• [Description of the task]: Line count for "dead": tally the lines of the records below that contain it, and give only that number.

+++ Data for this exercise

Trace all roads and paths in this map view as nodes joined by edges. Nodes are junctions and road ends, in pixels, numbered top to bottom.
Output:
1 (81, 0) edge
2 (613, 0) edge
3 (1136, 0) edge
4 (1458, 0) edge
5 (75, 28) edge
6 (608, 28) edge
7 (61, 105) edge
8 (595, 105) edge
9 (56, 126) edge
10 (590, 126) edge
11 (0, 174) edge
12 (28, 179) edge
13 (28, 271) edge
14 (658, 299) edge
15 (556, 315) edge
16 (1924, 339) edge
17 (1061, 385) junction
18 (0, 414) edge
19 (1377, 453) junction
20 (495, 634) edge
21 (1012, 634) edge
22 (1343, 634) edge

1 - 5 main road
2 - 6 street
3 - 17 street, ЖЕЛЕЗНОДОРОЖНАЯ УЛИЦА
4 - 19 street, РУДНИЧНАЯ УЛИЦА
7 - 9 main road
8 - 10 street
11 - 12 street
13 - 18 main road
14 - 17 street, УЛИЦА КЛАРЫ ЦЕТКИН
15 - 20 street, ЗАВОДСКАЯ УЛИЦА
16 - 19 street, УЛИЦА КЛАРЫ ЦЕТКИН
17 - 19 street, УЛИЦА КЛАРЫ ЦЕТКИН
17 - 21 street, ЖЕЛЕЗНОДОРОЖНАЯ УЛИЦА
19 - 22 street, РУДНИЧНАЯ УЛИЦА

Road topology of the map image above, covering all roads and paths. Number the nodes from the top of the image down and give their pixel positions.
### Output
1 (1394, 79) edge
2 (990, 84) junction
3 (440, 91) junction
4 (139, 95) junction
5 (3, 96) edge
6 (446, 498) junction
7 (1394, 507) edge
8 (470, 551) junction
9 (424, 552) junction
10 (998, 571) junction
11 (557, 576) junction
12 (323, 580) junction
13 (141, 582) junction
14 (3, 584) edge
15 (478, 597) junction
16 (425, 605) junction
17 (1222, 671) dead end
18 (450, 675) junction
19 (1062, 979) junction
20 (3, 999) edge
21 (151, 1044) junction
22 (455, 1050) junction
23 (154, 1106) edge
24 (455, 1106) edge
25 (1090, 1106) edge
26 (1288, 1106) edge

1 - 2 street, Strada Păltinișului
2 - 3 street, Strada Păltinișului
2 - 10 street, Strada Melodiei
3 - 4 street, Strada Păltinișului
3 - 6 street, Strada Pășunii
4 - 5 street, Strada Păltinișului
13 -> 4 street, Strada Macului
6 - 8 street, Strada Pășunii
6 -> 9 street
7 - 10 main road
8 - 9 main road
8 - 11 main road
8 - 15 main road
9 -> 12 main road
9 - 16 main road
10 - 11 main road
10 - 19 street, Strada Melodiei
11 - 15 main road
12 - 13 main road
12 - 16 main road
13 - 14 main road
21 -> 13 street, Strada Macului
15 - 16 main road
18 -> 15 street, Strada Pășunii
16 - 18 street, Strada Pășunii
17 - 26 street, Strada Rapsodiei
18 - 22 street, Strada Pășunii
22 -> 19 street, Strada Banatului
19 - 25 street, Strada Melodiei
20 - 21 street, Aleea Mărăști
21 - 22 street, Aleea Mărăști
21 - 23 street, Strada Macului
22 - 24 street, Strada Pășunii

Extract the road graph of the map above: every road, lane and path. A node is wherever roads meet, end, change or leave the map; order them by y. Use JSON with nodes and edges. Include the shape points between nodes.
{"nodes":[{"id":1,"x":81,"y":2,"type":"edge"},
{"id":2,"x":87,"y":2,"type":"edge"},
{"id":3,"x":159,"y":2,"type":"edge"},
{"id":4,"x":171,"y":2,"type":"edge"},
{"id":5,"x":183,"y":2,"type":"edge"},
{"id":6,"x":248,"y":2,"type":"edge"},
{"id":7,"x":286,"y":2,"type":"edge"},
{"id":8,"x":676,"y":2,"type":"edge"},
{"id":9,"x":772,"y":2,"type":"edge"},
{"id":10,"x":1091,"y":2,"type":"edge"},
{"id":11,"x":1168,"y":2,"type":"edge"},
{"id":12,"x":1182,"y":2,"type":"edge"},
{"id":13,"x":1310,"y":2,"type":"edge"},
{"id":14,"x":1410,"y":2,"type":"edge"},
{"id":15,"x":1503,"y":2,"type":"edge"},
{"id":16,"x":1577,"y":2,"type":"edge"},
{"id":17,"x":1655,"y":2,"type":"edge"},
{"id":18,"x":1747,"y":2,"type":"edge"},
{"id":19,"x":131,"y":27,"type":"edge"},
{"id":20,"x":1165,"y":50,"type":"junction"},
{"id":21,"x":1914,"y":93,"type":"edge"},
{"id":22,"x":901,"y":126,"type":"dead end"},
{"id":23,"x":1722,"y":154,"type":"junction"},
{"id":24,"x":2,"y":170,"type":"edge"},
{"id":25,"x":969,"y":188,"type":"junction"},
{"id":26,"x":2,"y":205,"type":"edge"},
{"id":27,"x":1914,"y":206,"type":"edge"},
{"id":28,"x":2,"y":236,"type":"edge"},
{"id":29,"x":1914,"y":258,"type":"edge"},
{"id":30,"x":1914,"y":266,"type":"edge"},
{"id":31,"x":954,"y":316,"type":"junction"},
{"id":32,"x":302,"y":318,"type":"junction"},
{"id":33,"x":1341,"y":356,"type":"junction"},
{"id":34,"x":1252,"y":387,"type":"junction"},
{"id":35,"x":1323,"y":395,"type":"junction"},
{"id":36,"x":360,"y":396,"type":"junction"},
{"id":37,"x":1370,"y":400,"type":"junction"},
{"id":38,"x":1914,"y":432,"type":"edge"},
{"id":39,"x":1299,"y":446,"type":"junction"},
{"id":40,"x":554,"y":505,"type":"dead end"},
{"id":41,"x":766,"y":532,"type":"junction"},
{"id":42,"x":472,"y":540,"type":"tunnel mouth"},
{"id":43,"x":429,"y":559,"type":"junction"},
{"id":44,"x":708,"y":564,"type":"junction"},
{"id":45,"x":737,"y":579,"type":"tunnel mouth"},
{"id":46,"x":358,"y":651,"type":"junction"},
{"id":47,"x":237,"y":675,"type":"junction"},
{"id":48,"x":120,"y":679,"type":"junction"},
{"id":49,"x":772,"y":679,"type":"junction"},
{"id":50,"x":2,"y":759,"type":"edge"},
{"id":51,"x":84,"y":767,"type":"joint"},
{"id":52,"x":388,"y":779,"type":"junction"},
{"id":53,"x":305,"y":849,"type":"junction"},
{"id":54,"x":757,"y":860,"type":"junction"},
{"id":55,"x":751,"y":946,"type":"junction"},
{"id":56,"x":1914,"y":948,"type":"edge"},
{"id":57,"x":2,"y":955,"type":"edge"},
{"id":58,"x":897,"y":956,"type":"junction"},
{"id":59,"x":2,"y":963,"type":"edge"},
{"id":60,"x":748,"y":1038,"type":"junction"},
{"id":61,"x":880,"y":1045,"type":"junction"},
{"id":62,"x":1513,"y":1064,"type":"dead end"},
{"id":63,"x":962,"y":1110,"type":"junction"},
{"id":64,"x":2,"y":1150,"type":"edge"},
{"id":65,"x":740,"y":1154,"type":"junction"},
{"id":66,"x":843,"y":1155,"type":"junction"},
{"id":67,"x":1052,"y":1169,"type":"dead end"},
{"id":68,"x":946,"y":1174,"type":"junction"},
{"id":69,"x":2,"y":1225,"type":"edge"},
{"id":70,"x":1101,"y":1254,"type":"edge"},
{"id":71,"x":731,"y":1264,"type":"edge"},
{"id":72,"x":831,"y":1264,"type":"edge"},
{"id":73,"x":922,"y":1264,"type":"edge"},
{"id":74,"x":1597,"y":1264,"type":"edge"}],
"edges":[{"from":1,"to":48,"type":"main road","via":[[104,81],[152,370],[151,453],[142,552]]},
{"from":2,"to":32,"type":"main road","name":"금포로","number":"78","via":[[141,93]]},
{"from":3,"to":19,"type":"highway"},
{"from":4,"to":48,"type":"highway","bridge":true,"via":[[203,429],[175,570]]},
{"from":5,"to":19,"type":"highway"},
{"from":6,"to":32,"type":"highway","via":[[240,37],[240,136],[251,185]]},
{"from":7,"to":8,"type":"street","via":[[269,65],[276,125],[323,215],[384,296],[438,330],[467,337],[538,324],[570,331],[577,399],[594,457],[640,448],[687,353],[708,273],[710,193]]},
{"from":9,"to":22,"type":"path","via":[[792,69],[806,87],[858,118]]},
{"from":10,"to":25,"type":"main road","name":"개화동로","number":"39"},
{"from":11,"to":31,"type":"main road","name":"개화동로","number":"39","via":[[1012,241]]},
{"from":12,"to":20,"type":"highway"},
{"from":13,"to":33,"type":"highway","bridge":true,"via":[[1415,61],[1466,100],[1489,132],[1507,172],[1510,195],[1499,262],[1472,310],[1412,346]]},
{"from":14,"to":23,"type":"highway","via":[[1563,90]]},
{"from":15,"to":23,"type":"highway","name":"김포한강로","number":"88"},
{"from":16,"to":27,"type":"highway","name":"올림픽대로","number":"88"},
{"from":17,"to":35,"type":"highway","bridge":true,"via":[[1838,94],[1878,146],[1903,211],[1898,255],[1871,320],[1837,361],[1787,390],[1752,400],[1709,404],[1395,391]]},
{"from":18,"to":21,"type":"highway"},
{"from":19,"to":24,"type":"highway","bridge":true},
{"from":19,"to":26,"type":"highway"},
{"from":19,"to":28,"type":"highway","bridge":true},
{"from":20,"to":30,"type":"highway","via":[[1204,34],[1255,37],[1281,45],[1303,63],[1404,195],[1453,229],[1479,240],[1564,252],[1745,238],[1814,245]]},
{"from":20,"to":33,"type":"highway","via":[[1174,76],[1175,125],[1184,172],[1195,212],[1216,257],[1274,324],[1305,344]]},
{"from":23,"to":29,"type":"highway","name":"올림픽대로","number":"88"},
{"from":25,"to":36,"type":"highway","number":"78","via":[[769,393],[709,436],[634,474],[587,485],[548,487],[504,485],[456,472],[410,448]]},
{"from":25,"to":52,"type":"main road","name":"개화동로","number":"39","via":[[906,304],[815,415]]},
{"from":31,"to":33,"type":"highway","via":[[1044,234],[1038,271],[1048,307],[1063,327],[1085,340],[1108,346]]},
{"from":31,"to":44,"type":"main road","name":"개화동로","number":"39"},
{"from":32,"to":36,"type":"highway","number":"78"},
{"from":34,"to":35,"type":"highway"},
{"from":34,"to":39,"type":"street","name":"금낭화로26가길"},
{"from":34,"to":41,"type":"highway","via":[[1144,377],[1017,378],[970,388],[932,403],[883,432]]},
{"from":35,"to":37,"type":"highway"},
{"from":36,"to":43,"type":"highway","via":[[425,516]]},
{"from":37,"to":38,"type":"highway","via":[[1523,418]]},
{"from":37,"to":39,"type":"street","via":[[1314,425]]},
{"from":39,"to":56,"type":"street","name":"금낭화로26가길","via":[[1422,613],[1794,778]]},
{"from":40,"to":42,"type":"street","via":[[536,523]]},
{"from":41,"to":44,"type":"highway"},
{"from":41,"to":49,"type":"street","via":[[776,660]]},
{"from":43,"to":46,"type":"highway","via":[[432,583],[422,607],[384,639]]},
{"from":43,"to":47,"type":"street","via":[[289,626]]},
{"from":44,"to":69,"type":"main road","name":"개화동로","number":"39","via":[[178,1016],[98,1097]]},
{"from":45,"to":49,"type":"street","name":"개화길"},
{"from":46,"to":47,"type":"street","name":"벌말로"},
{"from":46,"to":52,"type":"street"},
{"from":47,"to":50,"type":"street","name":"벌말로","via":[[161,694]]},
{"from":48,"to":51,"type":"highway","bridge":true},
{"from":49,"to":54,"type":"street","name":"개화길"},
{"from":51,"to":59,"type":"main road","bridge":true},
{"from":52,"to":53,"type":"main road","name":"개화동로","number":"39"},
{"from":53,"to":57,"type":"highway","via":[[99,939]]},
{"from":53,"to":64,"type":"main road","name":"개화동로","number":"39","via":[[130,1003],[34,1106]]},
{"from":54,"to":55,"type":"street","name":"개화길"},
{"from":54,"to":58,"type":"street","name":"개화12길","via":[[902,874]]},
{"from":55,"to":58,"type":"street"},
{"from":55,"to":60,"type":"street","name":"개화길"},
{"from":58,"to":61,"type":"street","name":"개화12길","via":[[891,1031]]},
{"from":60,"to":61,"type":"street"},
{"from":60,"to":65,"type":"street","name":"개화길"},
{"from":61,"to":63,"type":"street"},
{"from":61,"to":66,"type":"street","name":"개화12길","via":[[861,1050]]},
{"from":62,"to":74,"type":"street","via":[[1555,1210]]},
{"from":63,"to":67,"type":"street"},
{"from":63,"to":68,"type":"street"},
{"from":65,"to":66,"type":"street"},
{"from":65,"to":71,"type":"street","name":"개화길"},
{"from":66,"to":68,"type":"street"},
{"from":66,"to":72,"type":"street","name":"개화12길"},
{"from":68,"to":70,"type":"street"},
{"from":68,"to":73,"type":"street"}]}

++++++

• [Solution to this task]: 5